Ouvida por ÉPOCA, a secretária nacional de Enfrentamento à Violência Contra a Mulher, Aparecida Gonçalves, ligada à Secretaria de Políticas Públicas para as Mulheres, considerou preocupante a intimidação que as cantadas representam, por cercear o direito da mulher de ir e vir sem sofrer constrangimento – um direito previsto na Constituição Federal. “A gente não tinha ideia da dimensão desse problema”, diz Aparecida. “Vamos discutir e debater como incluir a temática nas campanhas de prevenção à violência, inclusive nas escolas.”
Para a psicanalista gaúcha Diana Corso, o machismo está no cerne dessa discussão. A falta de modos diante das mulheres é uma maneira que os homens encontraram para explicitar a própria sexualidade diante do grupo de homens. “A cantada é o anúncio de uma intenção sexual. Assim a virilidade do homem não é questionada”, diz Diana. Mas, assim como existem homens que cobram esse tipo de comportamento viril dos amigos, há outros que são pressionados pelo grupo a agir dessa maneira. Quem pode ajudar a romper esse comportamento são as próprias mulheres.
Movimentos como o “Chega de Fiu-Fiu” colocam a questão do assédio na pauta social. Permitem que as mulheres se manifestem claramente sobre o assunto e abrem espaço aos homens para refletir e assumir o lado delas na discussão. No momento em que a sociedade percebe a gravidade das agressões verbais e físicas contra as mulheres, todos são levados a repensar seus valores. “Você leva a discussão para dentro de casa e faz com que mais pessoas se engajem na luta”, afirma Carmita Abdo, coordenadora do Projeto Sexualidade (ProSex) do Hospital das Clínicas da Universidade de São Paulo.

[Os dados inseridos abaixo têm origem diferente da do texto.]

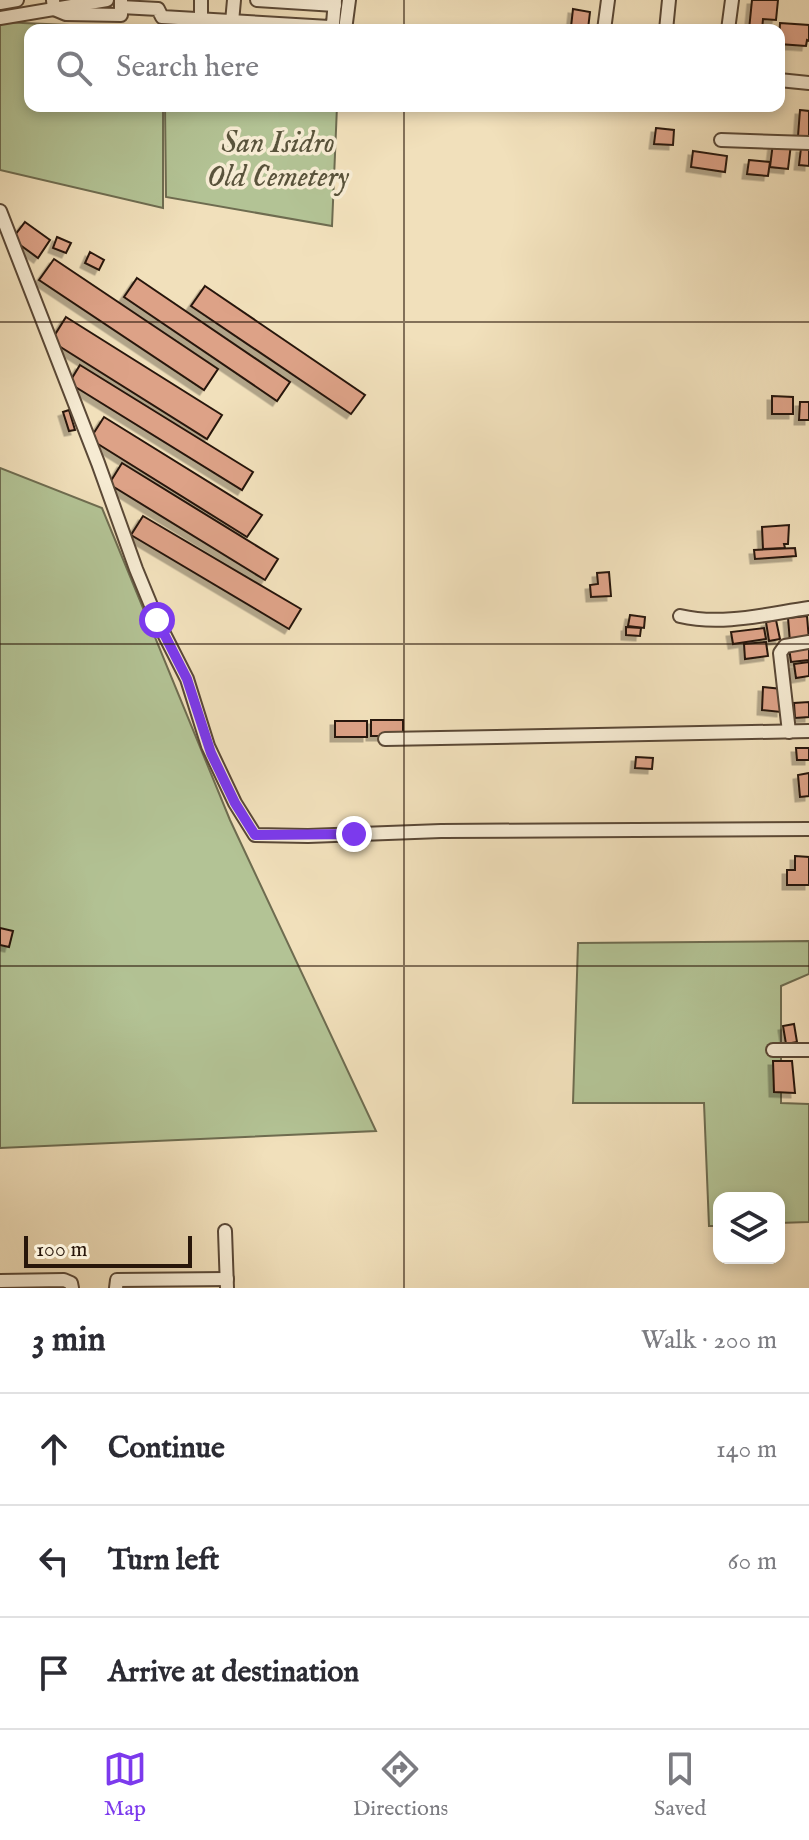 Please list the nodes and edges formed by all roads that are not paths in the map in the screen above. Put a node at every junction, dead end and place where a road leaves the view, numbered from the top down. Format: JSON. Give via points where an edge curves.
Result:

Nas redes sociais, alguns homens se manifestaram com perplexidade diante da condenação da cantadas. “Então a gente não vai poder falar com mulher alguma?”, questionou um deles. A pergunta é pertinente. Os brasileiros se orgulham de uma relação flexível e espontânea entre os sexos. Ela permite que homens e mulheres se aproximem em situações que outras culturas achariam inapropriadas. Será que a repressão às cantadas de rua vai impedir essa aproximação? Será que, em nome do respeito à mulher, os brasileiros terão de agir como americanos e ingleses, que se aproximam delas apenas pela internet?

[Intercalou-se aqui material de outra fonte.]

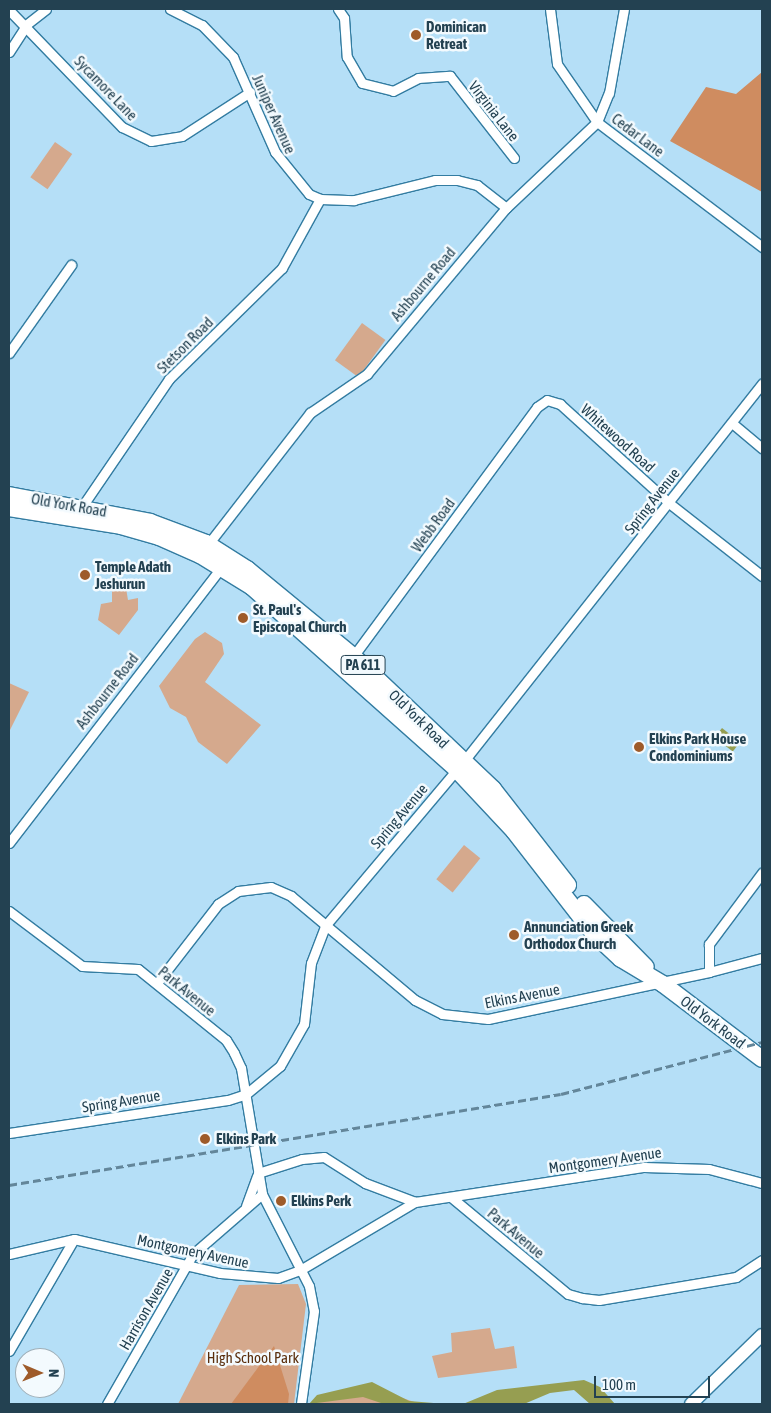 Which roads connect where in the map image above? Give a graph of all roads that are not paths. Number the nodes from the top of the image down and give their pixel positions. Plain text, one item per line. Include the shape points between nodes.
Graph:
1 (46, 9) edge
2 (170, 9) edge
3 (338, 9) edge
4 (550, 9) edge
5 (624, 9) edge
6 (9, 10) edge
7 (27, 24) junction
8 (9, 52) edge
9 (250, 92) junction
10 (597, 122) junction
11 (514, 158) dead end
12 (320, 199) junction
13 (506, 208) junction
14 (762, 247) edge
15 (71, 264) dead end
16 (9, 353) edge
17 (762, 383) edge
18 (547, 400) joint
19 (732, 423) junction
20 (762, 448) edge
21 (9, 495) edge
22 (669, 503) junction
23 (9, 508) edge
24 (79, 511) junction
25 (204, 550) junction
26 (225, 563) junction
27 (762, 576) edge
28 (348, 662) junction
29 (460, 765) junction
30 (9, 843) edge
31 (762, 874) edge
32 (9, 911) edge
33 (325, 926) junction
34 (762, 958) edge
35 (708, 972) junction
36 (157, 983) junction
37 (663, 984) junction
38 (762, 1059) edge
39 (246, 1094) junction
40 (9, 1133) edge
41 (258, 1173) junction
42 (762, 1183) edge
43 (262, 1194) junction
44 (451, 1197) junction
45 (415, 1202) junction
46 (246, 1206) junction
47 (74, 1239) junction
48 (9, 1254) edge
49 (762, 1260) edge
50 (186, 1265) junction
51 (300, 1270) junction
52 (762, 1335) edge
53 (9, 1351) edge
54 (107, 1404) edge
55 (301, 1404) edge
56 (691, 1404) edge

1 - 7 street
2 - 9 street, Juniper Avenue via 219,39
3 - 11 street, Virginia Lane via 344,18 346,57 362,83 393,91 418,78 450,76
4 - 10 street, Cedar Lane via 557,64
5 - 10 street, Ashbourne Road via 609,93
6 - 7 street, Sycamore Lane
7 - 8 street
7 - 9 street, Sycamore Lane via 122,127 151,141 182,136
9 - 12 street, Juniper Avenue via 285,170 302,189
10 - 13 street, Ashbourne Road
10 - 14 street, Cedar Lane
12 - 13 street via 362,199 452,179 477,185
12 - 24 street, Stetson Road via 282,268 169,379
13 - 25 street, Ashbourne Road via 367,374 310,413
15 - 16 street
17 - 19 street, Spring Avenue
18 - 22 street, Whitewood Road via 560,404
18 - 28 street, Webb Road via 537,407
19 - 20 street
19 - 22 street, Spring Avenue
21 - 24 highway, Old York Road / PA 611
22 - 27 street, Whitewood Road
22 - 29 street, Spring Avenue
23 - 24 highway, Old York Road / PA 611
24 - 25 highway, Old York Road / PA 611
25 - 26 highway, Old York Road / PA 611
26 - 28 highway, Old York Road / PA 611 via 284,594
26 - 30 street, Ashbourne Road
28 - 29 highway, Old York Road / PA 611
29 - 33 street, Spring Avenue
29 - 37 highway, Old York Road / PA 611 via 594,933 621,959
31 - 35 street via 708,944
32 - 36 street, Park Avenue via 82,966 138,969
33 - 36 street, Elkins Avenue via 281,890 260,887 238,891 218,904
33 - 37 street, Elkins Avenue via 415,1000 442,1014 466,1019 488,1019
33 - 39 street, Spring Avenue via 311,963 298,1039 280,1066
34 - 35 street, Elkins Avenue
35 - 37 street, Elkins Avenue
36 - 39 street, Park Avenue via 226,1040 241,1068
37 - 38 highway, Old York Road / PA 611
39 - 40 street, Spring Avenue
39 - 41 street, Park Avenue
41 - 43 street, Park Avenue
41 - 45 street via 302,1159 324,1157 365,1183
41 - 46 street
42 - 44 street, Montgomery Avenue via 710,1169 644,1167
43 - 46 street, Harrison Avenue
43 - 51 street, Park Avenue
44 - 45 street
44 - 49 street, Park Avenue via 568,1294 582,1298 599,1300 736,1277
45 - 51 street, Montgomery Avenue
46 - 50 street, Harrison Avenue
47 - 48 street, Montgomery Avenue
47 - 50 street, Montgomery Avenue
47 - 53 street
50 - 51 street, Montgomery Avenue via 254,1278 278,1278
50 - 54 street, Harrison Avenue
51 - 55 street, Park Avenue via 314,1311
52 - 56 street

Karim Hueck, a autora do texto publicado por ÉPOCA, acha que não. “Nem toda cantada ofende”, ela afirma. “Homens e mulheres não vão parar de flertar. Em determinadas situações, as pessoas estão abertas para se conhecer, como em uma balada ou em um bar com os amigos.” A pergunta que os homens precisam se fazer é simples: chamar uma garota de “gostosa” e passar a mão nela é a maneira certa de iniciar uma aproximação? Afinal, comentar a aparência de uma estranha e forçar intimidade com ela são atitudes obviamente grosseiras. Devem ser evitadas na rua e em qualquer lugar. Fica a dica.